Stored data
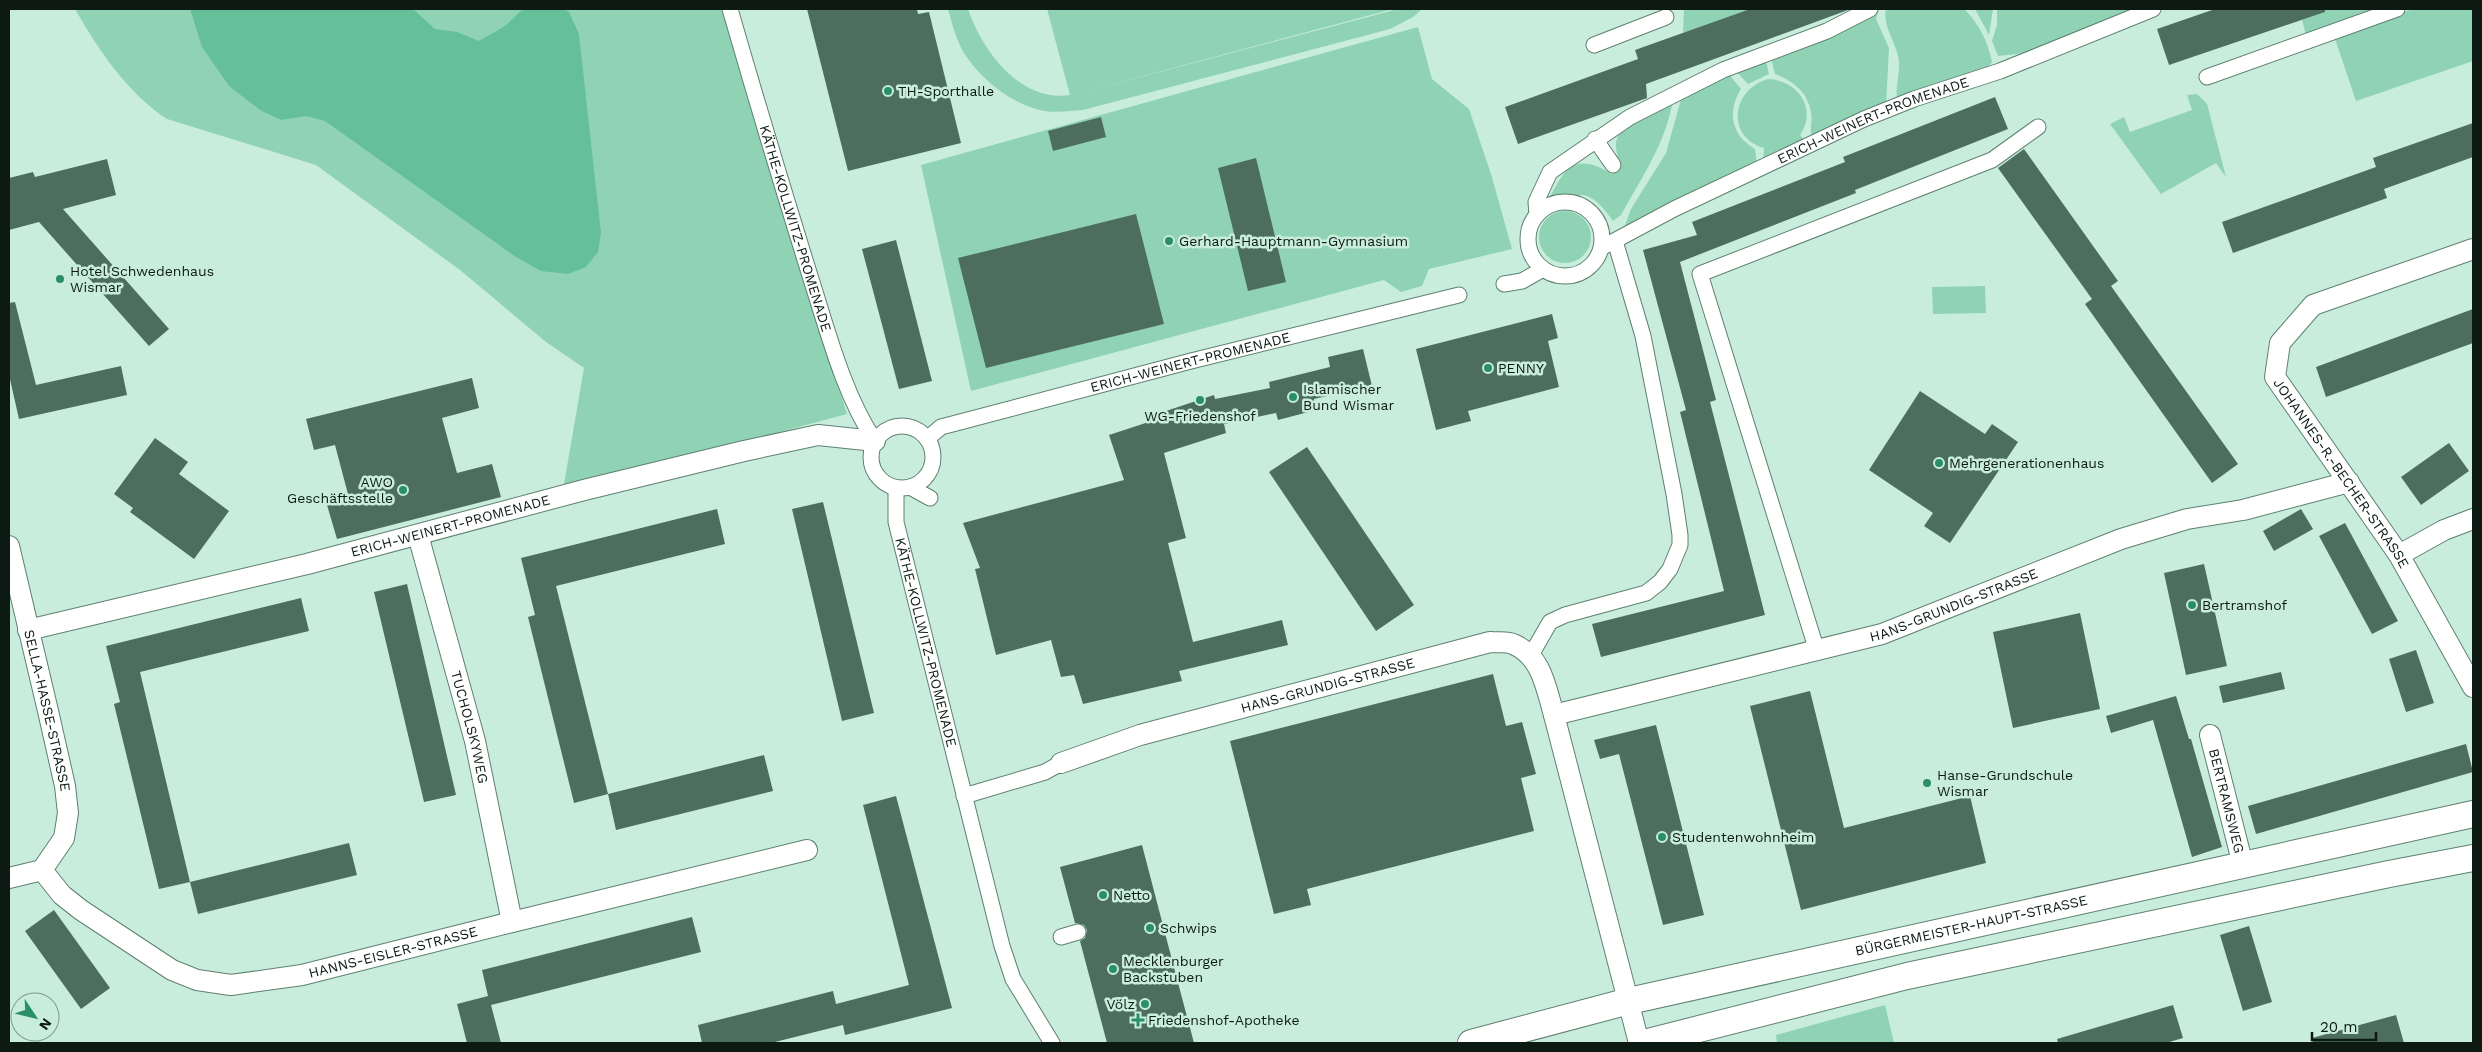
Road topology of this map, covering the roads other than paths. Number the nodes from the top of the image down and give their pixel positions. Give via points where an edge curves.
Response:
1 (730, 9) edge
2 (1870, 9) edge
3 (2153, 9) edge
4 (2397, 9) edge
5 (1666, 17) dead end
6 (1594, 45) dead end
7 (2207, 76) dead end
8 (2038, 127) dead end
9 (1595, 139) junction
10 (1613, 165) dead end
11 (1537, 215) junction
12 (1616, 241) junction
13 (1601, 248) junction
14 (2473, 249) edge
15 (1543, 269) junction
16 (1504, 284) dead end
17 (1459, 294) dead end
18 (927, 439) junction
19 (875, 441) junction
20 (2349, 482) junction
21 (904, 487) junction
22 (930, 498) dead end
23 (2473, 519) edge
24 (418, 536) junction
25 (9, 546) edge
26 (2399, 555) junction
27 (28, 630) junction
28 (1817, 651) junction
29 (1531, 655) junction
30 (2473, 687) edge
31 (1554, 715) junction
32 (2210, 735) dead end
33 (1061, 763) joint
34 (964, 796) junction
35 (2473, 814) edge
36 (807, 850) dead end
37 (2473, 858) edge
38 (2243, 865) junction
39 (42, 870) junction
40 (9, 878) edge
41 (512, 922) junction
42 (1078, 932) dead end
43 (1061, 937) dead end
44 (1629, 1001) junction
45 (1052, 1043) edge
46 (1471, 1043) edge
47 (1639, 1043) edge
48 (1644, 1043) edge

1 - 19 street, KÄTHE-KOLLWITZ-PROMENADE via 830,339 862,422
2 - 9 street via 1828,31 1723,70 1630,117
3 - 12 street, ERICH-WEINERT-PROMENADE via 2000,71 1864,119 1674,209
4 - 7 street
5 - 6 street
8 - 28 street via 1992,160 1700,274
9 - 10 street
9 - 11 street via 1550,172 1536,202
11 - 13 street via 1558,203 1582,206 1599,224
11 - 15 street via 1528,238 1535,260
12 - 13 street, ERICH-WEINERT-PROMENADE
12 - 29 street via 1643,336 1674,494 1680,545 1670,569 1646,593 1550,622
13 - 15 street via 1588,268 1577,274 1566,276
14 - 20 street, JOHANNES-R.-BECHER-STRASSE via 2313,306 2280,343 2275,377
15 - 16 street via 1522,281
17 - 18 street, ERICH-WEINERT-PROMENADE via 942,427
18 - 19 street via 910,428 900,426 882,433
18 - 21 street via 931,448 931,467 926,476
19 - 21 street via 871,458 876,474 888,485
19 - 24 street, ERICH-WEINERT-PROMENADE via 818,435 584,490
20 - 26 street, JOHANNES-R.-BECHER-STRASSE
20 - 28 street, HANS-GRUNDIG-STRASSE via 2243,510 2187,519 2121,539 1882,634
21 - 22 street
21 - 34 street, KÄTHE-KOLLWITZ-PROMENADE via 898,530
23 - 26 street via 2444,530
24 - 27 street, ERICH-WEINERT-PROMENADE
24 - 41 street, TUCHOLSKYWEG via 475,741
25 - 27 street, SELLA-HASSE-STRASSE
26 - 30 street, JOHANNES-R.-BECHER-STRASSE
27 - 39 street, SELLA-HASSE-STRASSE via 65,786 68,813 64,838
28 - 31 street, HANS-GRUNDIG-STRASSE
29 - 31 street via 1540,668
29 - 33 street, HANS-GRUNDIG-STRASSE via 1512,643 1490,642 1140,735
31 - 44 street
32 - 38 street, BERTRAMSWEG
33 - 34 street via 1044,772
34 - 45 street, KÄTHE-KOLLWITZ-PROMENADE via 1004,954 1013,979
35 - 38 street, BÜRGERMEISTER-HAUPT-STRASSE
36 - 41 street, HANNS-EISLER-STRASSE
37 - 48 street via 1907,976
38 - 44 street, BÜRGERMEISTER-HAUPT-STRASSE
39 - 40 street
39 - 41 street, HANNS-EISLER-STRASSE via 62,895 81,910 172,970 197,980 231,985 302,975
42 - 43 street
44 - 46 street, BÜRGERMEISTER-HAUPT-STRASSE
44 - 47 street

Task directions:
Retype the entries above word for word, minus any images.

Answer space:
Road topology of this map, covering the roads other than paths. Number the nodes from the top of the image down and give their pixel positions. Give via points where an edge curves.
Response:
1 (730, 9) edge
2 (1870, 9) edge
3 (2153, 9) edge
4 (2397, 9) edge
5 (1666, 17) dead end
6 (1594, 45) dead end
7 (2207, 76) dead end
8 (2038, 127) dead end
9 (1595, 139) junction
10 (1613, 165) dead end
11 (1537, 215) junction
12 (1616, 241) junction
13 (1601, 248) junction
14 (2473, 249) edge
15 (1543, 269) junction
16 (1504, 284) dead end
17 (1459, 294) dead end
18 (927, 439) junction
19 (875, 441) junction
20 (2349, 482) junction
21 (904, 487) junction
22 (930, 498) dead end
23 (2473, 519) edge
24 (418, 536) junction
25 (9, 546) edge
26 (2399, 555) junction
27 (28, 630) junction
28 (1817, 651) junction
29 (1531, 655) junction
30 (2473, 687) edge
31 (1554, 715) junction
32 (2210, 735) dead end
33 (1061, 763) joint
34 (964, 796) junction
35 (2473, 814) edge
36 (807, 850) dead end
37 (2473, 858) edge
38 (2243, 865) junction
39 (42, 870) junction
40 (9, 878) edge
41 (512, 922) junction
42 (1078, 932) dead end
43 (1061, 937) dead end
44 (1629, 1001) junction
45 (1052, 1043) edge
46 (1471, 1043) edge
47 (1639, 1043) edge
48 (1644, 1043) edge

1 - 19 street, KÄTHE-KOLLWITZ-PROMENADE via 830,339 862,422
2 - 9 street via 1828,31 1723,70 1630,117
3 - 12 street, ERICH-WEINERT-PROMENADE via 2000,71 1864,119 1674,209
4 - 7 street
5 - 6 street
8 - 28 street via 1992,160 1700,274
9 - 10 street
9 - 11 street via 1550,172 1536,202
11 - 13 street via 1558,203 1582,206 1599,224
11 - 15 street via 1528,238 1535,260
12 - 13 street, ERICH-WEINERT-PROMENADE
12 - 29 street via 1643,336 1674,494 1680,545 1670,569 1646,593 1550,622
13 - 15 street via 1588,268 1577,274 1566,276
14 - 20 street, JOHANNES-R.-BECHER-STRASSE via 2313,306 2280,343 2275,377
15 - 16 street via 1522,281
17 - 18 street, ERICH-WEINERT-PROMENADE via 942,427
18 - 19 street via 910,428 900,426 882,433
18 - 21 street via 931,448 931,467 926,476
19 - 21 street via 871,458 876,474 888,485
19 - 24 street, ERICH-WEINERT-PROMENADE via 818,435 584,490
20 - 26 street, JOHANNES-R.-BECHER-STRASSE
20 - 28 street, HANS-GRUNDIG-STRASSE via 2243,510 2187,519 2121,539 1882,634
21 - 22 street
21 - 34 street, KÄTHE-KOLLWITZ-PROMENADE via 898,530
23 - 26 street via 2444,530
24 - 27 street, ERICH-WEINERT-PROMENADE
24 - 41 street, TUCHOLSKYWEG via 475,741
25 - 27 street, SELLA-HASSE-STRASSE
26 - 30 street, JOHANNES-R.-BECHER-STRASSE
27 - 39 street, SELLA-HASSE-STRASSE via 65,786 68,813 64,838
28 - 31 street, HANS-GRUNDIG-STRASSE
29 - 31 street via 1540,668
29 - 33 street, HANS-GRUNDIG-STRASSE via 1512,643 1490,642 1140,735
31 - 44 street
32 - 38 street, BERTRAMSWEG
33 - 34 street via 1044,772
34 - 45 street, KÄTHE-KOLLWITZ-PROMENADE via 1004,954 1013,979
35 - 38 street, BÜRGERMEISTER-HAUPT-STRASSE
36 - 41 street, HANNS-EISLER-STRASSE
37 - 48 street via 1907,976
38 - 44 street, BÜRGERMEISTER-HAUPT-STRASSE
39 - 40 street
39 - 41 street, HANNS-EISLER-STRASSE via 62,895 81,910 172,970 197,980 231,985 302,975
42 - 43 street
44 - 46 street, BÜRGERMEISTER-HAUPT-STRASSE
44 - 47 street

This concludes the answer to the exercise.